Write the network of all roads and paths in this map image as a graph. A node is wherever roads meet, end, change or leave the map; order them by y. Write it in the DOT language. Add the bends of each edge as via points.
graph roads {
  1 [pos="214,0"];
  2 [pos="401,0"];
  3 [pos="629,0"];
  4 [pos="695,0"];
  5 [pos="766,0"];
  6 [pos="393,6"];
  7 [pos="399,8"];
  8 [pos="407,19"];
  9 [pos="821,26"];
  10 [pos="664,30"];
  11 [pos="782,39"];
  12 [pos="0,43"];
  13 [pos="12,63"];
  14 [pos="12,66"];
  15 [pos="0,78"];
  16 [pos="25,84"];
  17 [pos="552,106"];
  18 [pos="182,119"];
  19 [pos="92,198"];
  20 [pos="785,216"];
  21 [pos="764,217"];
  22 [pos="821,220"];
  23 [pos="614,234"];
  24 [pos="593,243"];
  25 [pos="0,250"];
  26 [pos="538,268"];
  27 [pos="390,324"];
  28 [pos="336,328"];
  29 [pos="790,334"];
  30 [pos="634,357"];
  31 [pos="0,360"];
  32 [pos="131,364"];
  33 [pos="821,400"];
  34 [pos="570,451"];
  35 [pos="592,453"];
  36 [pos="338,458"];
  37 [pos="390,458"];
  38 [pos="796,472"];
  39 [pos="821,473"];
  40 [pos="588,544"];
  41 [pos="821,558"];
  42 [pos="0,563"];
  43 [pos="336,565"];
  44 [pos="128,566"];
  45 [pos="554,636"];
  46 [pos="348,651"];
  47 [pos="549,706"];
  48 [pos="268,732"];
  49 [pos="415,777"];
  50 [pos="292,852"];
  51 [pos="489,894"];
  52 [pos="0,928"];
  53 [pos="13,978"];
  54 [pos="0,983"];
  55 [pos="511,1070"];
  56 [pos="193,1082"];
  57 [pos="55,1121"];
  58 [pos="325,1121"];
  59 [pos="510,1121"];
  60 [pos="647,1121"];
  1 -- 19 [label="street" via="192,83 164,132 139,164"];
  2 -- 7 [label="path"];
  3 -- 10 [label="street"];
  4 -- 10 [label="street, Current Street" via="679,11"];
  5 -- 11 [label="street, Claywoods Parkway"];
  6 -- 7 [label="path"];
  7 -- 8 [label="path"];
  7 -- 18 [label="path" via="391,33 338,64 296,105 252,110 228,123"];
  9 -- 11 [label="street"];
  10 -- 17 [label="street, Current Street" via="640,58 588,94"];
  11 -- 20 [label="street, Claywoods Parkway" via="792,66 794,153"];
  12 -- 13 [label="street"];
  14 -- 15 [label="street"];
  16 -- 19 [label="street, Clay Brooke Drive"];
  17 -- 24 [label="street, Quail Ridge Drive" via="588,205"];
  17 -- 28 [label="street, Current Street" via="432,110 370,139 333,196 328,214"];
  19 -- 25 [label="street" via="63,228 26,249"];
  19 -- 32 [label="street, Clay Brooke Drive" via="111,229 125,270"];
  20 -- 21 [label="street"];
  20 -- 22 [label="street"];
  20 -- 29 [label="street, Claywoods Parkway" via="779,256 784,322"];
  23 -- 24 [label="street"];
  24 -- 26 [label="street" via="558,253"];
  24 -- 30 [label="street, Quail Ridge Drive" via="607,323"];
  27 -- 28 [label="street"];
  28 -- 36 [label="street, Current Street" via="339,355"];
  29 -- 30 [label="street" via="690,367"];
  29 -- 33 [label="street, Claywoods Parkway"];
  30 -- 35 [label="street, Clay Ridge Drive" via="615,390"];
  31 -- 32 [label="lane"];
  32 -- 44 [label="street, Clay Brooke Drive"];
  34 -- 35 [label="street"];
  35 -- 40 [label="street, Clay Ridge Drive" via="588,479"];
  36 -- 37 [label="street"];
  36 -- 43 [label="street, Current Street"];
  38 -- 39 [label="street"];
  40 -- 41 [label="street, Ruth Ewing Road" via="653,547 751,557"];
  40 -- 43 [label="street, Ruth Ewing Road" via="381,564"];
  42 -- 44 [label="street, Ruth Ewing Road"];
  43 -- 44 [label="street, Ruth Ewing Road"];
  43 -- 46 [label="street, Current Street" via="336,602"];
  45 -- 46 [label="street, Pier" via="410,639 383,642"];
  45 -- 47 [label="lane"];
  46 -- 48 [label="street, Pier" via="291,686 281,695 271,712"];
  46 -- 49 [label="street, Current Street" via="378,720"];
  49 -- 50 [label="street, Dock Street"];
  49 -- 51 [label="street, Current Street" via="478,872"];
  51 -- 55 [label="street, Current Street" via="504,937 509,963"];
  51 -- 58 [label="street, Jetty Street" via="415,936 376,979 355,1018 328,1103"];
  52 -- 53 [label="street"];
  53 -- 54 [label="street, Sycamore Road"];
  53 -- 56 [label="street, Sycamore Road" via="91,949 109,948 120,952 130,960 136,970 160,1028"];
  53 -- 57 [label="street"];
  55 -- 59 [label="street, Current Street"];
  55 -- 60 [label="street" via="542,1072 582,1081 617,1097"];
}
☆ ☆ ☆ ☆ ☆ ☆ ☆
How many lines in the listing above contain the string "Brooke"? Answer with the number only.

3